Former AIG CEO Maurice "Hank" Greenberg, who led the insurance giant for nearly four decades, told Congress today that the federal bailout of the insurance giant has "failed" and that American taxpayers cannot expect to get their $180 billion investment back.
Greenberg, who was forced out of AIG in 2005, testified today before a House Oversight Committee about the federal government's efforts to prevent the company he helped build from collapsing under a mountain of bad debt.
In his prepared remarks, Greenberg argued that the government's plan to liquidate AIG has failed and also diminished its value for taxpayers, who now own 80 percent of the company after it received more than $180 billion in bailout cash.
"That plan has failed," he said. "A successful liquidation is impossible in the present economic climate since buyers for AIG assets at fair prices simply do not exist at this time. Fire-sale prices will bring taxpayers, who now own almost 80 percent of AIG, only pennies on the dollar for their investment in AIG."

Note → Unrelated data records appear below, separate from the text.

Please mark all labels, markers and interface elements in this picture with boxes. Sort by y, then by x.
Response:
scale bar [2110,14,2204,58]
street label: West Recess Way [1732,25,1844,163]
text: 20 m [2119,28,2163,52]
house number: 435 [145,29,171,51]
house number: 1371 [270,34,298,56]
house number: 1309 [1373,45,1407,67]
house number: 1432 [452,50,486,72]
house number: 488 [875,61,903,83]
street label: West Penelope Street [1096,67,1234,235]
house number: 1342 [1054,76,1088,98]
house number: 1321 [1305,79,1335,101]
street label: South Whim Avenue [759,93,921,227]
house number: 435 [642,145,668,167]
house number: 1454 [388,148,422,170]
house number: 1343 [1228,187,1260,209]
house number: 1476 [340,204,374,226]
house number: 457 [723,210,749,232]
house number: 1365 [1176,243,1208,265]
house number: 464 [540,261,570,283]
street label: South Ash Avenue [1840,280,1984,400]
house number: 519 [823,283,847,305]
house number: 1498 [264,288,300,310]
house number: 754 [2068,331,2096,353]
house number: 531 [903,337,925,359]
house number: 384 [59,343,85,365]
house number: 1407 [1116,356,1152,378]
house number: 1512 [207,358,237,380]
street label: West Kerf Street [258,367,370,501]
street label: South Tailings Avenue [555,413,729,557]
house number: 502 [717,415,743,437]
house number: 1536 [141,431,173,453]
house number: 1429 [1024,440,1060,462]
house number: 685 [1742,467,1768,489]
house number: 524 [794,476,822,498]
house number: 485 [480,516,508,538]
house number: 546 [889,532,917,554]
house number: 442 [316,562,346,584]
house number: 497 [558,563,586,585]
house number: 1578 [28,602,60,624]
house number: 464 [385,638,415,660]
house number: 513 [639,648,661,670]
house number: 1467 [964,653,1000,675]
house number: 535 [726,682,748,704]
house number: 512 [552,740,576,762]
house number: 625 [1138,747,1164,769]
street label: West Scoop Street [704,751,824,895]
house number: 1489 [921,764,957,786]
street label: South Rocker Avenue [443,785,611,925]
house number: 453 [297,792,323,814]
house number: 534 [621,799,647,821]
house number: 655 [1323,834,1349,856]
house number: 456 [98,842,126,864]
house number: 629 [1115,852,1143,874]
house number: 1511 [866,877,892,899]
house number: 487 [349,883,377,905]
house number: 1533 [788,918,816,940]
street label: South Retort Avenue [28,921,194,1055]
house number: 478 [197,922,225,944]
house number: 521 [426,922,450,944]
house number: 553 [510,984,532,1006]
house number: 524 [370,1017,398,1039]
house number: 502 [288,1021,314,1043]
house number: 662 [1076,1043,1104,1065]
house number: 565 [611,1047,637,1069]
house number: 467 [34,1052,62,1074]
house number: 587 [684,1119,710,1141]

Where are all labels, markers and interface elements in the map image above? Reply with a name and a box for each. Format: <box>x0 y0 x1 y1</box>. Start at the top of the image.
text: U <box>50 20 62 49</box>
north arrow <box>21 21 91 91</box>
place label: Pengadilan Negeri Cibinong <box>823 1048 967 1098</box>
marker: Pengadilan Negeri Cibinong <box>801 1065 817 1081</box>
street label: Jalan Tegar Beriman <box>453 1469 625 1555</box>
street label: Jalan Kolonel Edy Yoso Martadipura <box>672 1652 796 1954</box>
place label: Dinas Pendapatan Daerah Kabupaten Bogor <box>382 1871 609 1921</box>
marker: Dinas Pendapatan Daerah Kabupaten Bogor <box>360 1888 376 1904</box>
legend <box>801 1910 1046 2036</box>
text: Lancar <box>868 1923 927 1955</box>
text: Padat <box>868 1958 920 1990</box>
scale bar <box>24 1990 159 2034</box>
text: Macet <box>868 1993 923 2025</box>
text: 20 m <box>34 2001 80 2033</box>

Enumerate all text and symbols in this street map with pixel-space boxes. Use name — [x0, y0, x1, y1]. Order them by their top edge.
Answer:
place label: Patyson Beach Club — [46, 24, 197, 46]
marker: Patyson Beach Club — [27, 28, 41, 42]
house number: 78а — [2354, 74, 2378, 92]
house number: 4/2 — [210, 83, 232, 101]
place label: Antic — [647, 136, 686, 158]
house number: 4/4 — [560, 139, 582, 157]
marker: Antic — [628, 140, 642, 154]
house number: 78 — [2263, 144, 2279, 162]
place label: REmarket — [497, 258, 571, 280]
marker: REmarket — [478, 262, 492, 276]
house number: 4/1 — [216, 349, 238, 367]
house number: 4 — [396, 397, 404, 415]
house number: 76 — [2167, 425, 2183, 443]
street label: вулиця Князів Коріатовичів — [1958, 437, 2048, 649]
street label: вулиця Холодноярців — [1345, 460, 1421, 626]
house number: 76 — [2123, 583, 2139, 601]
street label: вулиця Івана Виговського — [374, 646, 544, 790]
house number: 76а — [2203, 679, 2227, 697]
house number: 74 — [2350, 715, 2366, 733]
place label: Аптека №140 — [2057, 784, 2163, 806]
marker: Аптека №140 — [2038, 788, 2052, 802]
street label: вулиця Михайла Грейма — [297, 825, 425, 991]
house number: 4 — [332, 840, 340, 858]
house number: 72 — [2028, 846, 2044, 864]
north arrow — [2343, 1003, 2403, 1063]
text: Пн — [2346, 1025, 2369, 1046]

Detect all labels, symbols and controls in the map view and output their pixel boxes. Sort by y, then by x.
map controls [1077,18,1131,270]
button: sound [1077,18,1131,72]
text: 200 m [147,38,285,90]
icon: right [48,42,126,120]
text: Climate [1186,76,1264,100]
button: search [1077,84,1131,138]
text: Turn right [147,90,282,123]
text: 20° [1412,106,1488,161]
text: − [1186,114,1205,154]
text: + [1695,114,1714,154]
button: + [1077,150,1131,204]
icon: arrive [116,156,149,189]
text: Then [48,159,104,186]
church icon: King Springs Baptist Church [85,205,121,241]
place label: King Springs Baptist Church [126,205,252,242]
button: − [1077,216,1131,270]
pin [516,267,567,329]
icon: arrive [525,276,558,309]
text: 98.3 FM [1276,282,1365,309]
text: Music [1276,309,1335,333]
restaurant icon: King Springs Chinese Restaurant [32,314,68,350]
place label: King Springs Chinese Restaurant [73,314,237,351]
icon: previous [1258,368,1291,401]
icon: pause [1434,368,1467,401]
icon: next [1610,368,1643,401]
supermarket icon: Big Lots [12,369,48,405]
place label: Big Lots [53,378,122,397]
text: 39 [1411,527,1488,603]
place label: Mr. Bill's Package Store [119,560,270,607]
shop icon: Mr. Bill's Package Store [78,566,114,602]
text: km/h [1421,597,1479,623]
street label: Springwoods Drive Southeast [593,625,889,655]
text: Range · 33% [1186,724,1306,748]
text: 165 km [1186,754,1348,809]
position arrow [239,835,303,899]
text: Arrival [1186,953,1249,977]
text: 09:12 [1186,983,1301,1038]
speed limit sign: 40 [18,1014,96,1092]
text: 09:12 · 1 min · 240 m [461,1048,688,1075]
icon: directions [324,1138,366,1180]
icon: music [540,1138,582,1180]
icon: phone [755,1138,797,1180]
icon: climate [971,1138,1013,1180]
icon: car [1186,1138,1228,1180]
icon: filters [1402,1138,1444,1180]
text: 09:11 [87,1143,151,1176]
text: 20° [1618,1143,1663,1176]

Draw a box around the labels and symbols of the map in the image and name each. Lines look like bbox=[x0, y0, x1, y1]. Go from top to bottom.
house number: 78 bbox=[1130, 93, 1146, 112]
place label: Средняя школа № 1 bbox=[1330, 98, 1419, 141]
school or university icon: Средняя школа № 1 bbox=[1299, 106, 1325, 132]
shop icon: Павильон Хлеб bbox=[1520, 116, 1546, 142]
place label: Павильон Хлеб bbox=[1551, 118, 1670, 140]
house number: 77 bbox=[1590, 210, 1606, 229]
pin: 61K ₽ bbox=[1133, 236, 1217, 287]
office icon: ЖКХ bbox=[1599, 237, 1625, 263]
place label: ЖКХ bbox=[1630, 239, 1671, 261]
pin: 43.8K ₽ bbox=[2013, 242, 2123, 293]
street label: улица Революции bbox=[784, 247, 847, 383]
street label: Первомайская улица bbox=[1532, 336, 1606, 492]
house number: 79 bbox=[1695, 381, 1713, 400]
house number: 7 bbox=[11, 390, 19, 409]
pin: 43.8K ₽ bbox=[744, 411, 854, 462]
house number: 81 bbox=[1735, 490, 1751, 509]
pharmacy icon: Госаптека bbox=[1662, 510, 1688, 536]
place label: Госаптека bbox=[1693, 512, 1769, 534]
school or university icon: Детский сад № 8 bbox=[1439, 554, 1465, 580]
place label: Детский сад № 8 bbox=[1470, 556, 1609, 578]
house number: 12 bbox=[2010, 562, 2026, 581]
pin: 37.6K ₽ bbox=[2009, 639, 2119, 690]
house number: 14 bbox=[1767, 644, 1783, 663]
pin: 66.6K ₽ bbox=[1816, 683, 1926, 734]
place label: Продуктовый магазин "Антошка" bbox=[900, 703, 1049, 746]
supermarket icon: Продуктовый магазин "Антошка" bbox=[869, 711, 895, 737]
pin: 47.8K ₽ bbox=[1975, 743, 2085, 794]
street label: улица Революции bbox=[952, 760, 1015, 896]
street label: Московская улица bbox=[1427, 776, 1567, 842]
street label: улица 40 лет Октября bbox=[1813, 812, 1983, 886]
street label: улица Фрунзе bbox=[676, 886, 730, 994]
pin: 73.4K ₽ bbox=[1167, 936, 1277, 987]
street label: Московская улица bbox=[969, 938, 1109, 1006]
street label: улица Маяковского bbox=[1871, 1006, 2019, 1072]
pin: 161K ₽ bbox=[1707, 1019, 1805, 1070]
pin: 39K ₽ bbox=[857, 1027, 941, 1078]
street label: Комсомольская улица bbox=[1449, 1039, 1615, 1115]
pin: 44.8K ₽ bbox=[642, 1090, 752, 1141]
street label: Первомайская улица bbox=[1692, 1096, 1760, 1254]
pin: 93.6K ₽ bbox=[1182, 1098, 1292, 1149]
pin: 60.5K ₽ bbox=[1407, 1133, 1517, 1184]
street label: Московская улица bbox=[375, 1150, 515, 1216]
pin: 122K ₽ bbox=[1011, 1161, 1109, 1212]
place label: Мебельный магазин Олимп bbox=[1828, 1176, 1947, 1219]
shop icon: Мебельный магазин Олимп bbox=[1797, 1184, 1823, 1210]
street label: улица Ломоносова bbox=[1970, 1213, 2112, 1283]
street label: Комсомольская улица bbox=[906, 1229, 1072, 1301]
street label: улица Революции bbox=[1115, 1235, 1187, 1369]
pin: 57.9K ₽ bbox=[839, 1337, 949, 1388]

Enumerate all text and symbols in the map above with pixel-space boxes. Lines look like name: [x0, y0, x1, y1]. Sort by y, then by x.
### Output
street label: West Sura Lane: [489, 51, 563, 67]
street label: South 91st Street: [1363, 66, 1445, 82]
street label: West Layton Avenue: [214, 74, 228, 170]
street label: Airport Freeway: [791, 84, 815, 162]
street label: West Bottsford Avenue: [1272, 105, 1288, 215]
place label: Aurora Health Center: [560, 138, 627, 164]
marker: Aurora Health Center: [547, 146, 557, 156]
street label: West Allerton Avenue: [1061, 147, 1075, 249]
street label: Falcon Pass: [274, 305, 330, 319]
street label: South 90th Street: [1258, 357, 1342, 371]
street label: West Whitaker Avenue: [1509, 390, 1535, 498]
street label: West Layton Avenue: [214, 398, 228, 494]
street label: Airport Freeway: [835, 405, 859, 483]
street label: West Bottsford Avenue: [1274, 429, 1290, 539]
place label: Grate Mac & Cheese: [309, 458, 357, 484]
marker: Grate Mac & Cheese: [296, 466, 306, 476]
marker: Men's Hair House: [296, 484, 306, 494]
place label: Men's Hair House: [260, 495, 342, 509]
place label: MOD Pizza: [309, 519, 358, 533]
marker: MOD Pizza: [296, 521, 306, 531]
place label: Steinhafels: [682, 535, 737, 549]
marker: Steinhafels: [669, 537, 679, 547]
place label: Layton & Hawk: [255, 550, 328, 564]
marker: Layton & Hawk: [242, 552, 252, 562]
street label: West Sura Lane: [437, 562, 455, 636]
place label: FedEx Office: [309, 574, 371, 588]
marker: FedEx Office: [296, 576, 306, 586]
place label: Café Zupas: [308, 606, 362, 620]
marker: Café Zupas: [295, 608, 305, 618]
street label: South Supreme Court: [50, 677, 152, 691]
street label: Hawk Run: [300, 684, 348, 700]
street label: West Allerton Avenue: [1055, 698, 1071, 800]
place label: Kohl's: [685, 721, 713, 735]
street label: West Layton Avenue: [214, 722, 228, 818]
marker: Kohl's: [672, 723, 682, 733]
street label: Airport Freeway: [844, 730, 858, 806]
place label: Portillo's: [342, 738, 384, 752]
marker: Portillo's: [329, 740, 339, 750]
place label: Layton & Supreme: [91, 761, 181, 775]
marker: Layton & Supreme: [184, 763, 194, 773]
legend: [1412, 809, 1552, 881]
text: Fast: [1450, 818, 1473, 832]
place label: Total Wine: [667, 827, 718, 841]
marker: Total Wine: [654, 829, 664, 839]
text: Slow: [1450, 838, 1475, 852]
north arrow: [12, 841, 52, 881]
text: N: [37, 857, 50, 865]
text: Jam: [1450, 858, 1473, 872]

"Since the day the treasury announced its plan to liquidate AIG, value has been destroyed because AIG's people and their relationships -- AIG's business -- are leaving," he said. "The evidence is overwhelming and indisputable that the American taxpayer is an investor in a steadily diminishing asset."
The hearing is the first in a series that the committee will hold on the failure of AIG. Later this month, current CEO Ed Liddy will testify before the panel.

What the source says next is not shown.